Task brief
Give the number of lines in the data that hold the string "Werner". Nothing else is needed.

Given data
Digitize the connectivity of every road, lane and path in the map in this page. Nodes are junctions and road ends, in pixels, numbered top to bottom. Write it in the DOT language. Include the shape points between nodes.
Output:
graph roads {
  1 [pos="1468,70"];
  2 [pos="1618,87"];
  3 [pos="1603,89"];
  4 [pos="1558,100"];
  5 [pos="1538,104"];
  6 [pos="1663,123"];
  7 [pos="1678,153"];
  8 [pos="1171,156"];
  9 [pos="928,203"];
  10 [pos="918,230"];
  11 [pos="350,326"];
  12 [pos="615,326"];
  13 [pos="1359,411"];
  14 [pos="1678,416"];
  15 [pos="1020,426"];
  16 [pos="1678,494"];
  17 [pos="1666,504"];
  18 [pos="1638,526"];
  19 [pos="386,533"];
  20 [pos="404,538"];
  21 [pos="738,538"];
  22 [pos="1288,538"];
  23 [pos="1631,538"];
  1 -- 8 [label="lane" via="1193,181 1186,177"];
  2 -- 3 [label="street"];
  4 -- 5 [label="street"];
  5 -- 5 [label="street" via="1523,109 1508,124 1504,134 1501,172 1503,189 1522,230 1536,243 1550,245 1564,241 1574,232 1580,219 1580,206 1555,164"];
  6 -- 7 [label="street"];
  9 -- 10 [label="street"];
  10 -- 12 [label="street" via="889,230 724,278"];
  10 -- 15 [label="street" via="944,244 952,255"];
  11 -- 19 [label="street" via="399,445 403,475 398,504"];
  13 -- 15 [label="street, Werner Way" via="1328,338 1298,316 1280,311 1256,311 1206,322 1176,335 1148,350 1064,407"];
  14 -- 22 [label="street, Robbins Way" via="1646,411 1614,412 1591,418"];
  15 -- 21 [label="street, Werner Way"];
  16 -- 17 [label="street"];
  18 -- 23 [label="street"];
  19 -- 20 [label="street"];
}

Response to the exercise
2